Em fevereiro de 2024, Celestia tornou-se no primeiro projeto externo a contribuir para o protocolo Arbitrum Orbit, permitindo usar Celestia como camada de disponibilidade de dados para rollups de Arbitrum. O desenvolvimento continuou em 2025 com o lançamento em abril de mamo-1, uma testnet pública para testar o rendimento com blocos de 128MB que conseguiu resultados de 21,33 MB/s de throughput. Em maio de 2025 anunciou-se Lotus (Celestia v4), que integra Hyperlane para habilitar a interoperabilidade de TIA entre rollups de Celestia e ecossistemas externos como Ethereum. Para 2026, apesar de TIA cotizar no intervalo de 0,35-0,55 dólares (mais de 95% abaixo do seu máximo histórico), Celestia tinha conseguido controlar aproximadamente 50% do mercado alternativo de disponibilidade de dados com mais de 30 rollups implementados.

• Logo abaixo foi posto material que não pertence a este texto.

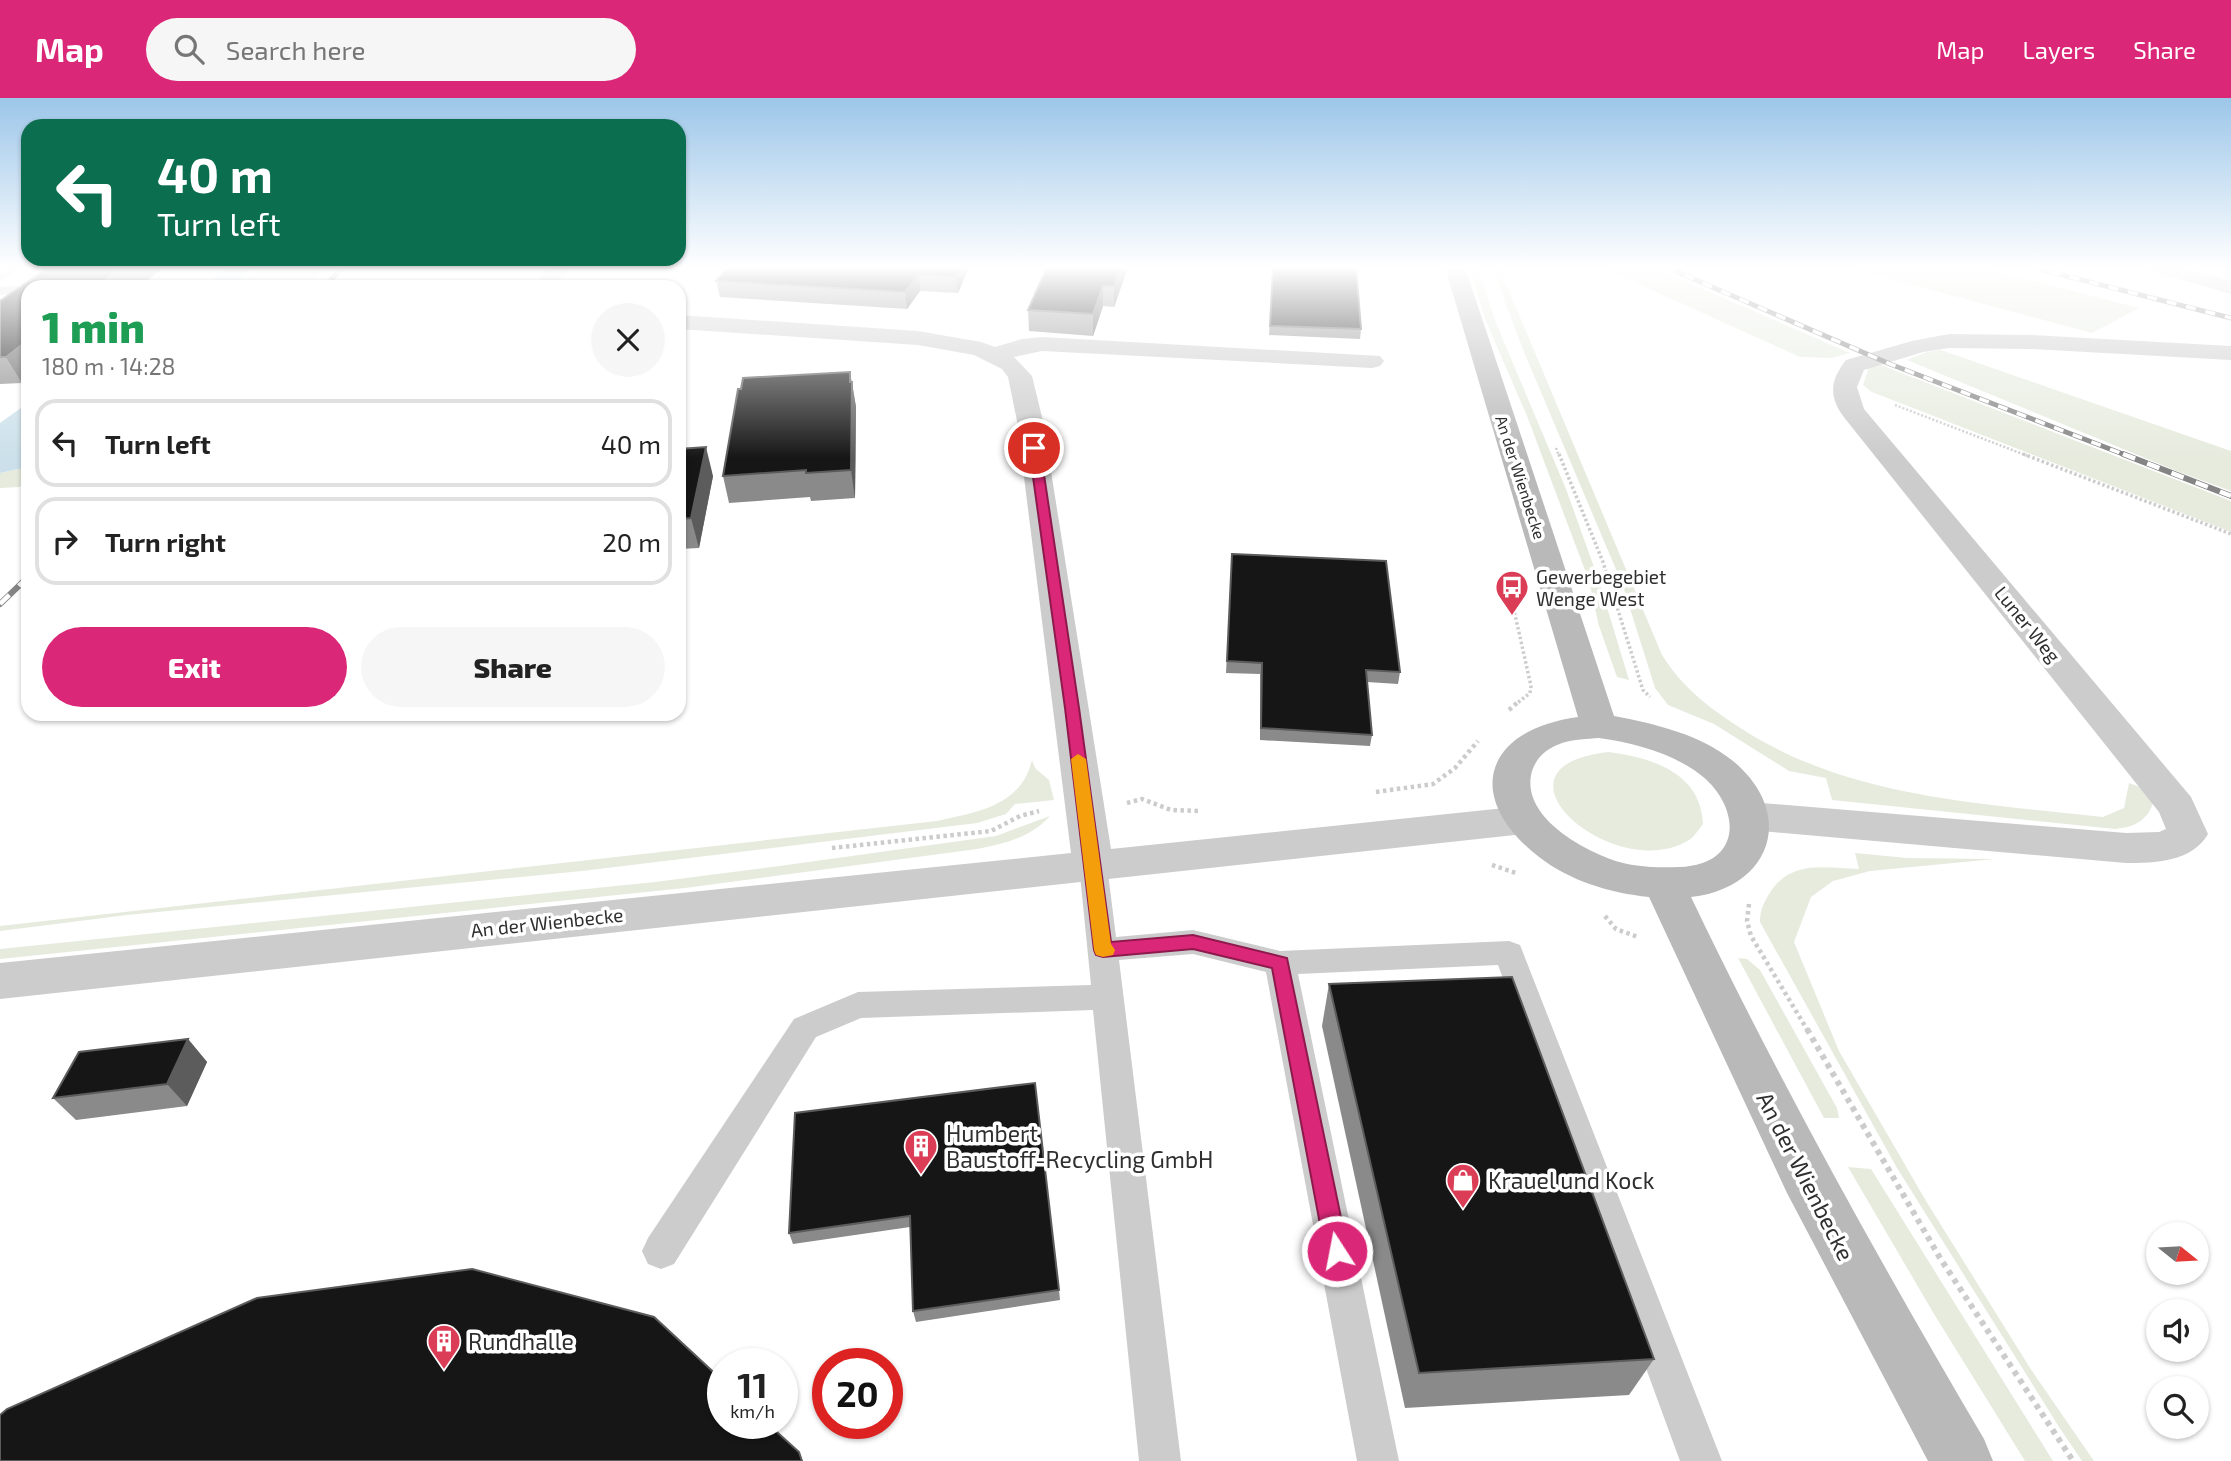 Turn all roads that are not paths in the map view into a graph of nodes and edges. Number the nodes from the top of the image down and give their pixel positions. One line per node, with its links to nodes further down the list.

Celestia funciona como a primeira blockchain modular especializada exclusivamente em duas funções: o consenso e a disponibilidade de dados. Ao contrário das blockchains tradicionais que gerem todas as operações numa única camada, Celestia separa as quatro funções principais (execução, liquidação, consenso e disponibilidade de dados) em camadas independentes. O seu papel específico consiste em garantir que os dados das transações estejam disponíveis para qualquer participante que deseje verificá-los, sem processar nem validar o conteúdo de ditas transações. Os rollups e blockchains de segunda camada publicam os seus dados transacionais no espaço denominado "blobspace" de Celestia, herdando assim a sua segurança sem necessidade de manter a sua própria infraestrutura de consenso.
A tecnologia central que permite o funcionamento escalável de Celestia é o Data Availability Sampling (DAS), um mecanismo mediante o qual os nós ligeiros podem verificar que os dados de um bloco estão disponíveis descarregando unicamente pequenas amostras aleatórias em vez do bloco completo. Esta abordagem permite que a rede escale sem incrementar os requisitos de hardware para os participantes. Celestia está construída sobre Cosmos SDK e implementa um mecanismo de consenso Proof-of-Stake, onde os validadores asseguram a rede mediante o staking de tokens TIA.
O token TIA cumpre três funções principais dentro do ecossistema: servir como meio de pagamento para as comissões de publicação de dados no blobspace, permitir a participação no staking para contribuir para a segurança da rede, e habilitar a participação na governança do protocolo mediante votações. O supply total está fixado em 1.000 milhões de tokens TIA, com um modelo de emissão inflacionária que começa em 8% anual e decresce gradualmente até estabilizar-se em 1,5%.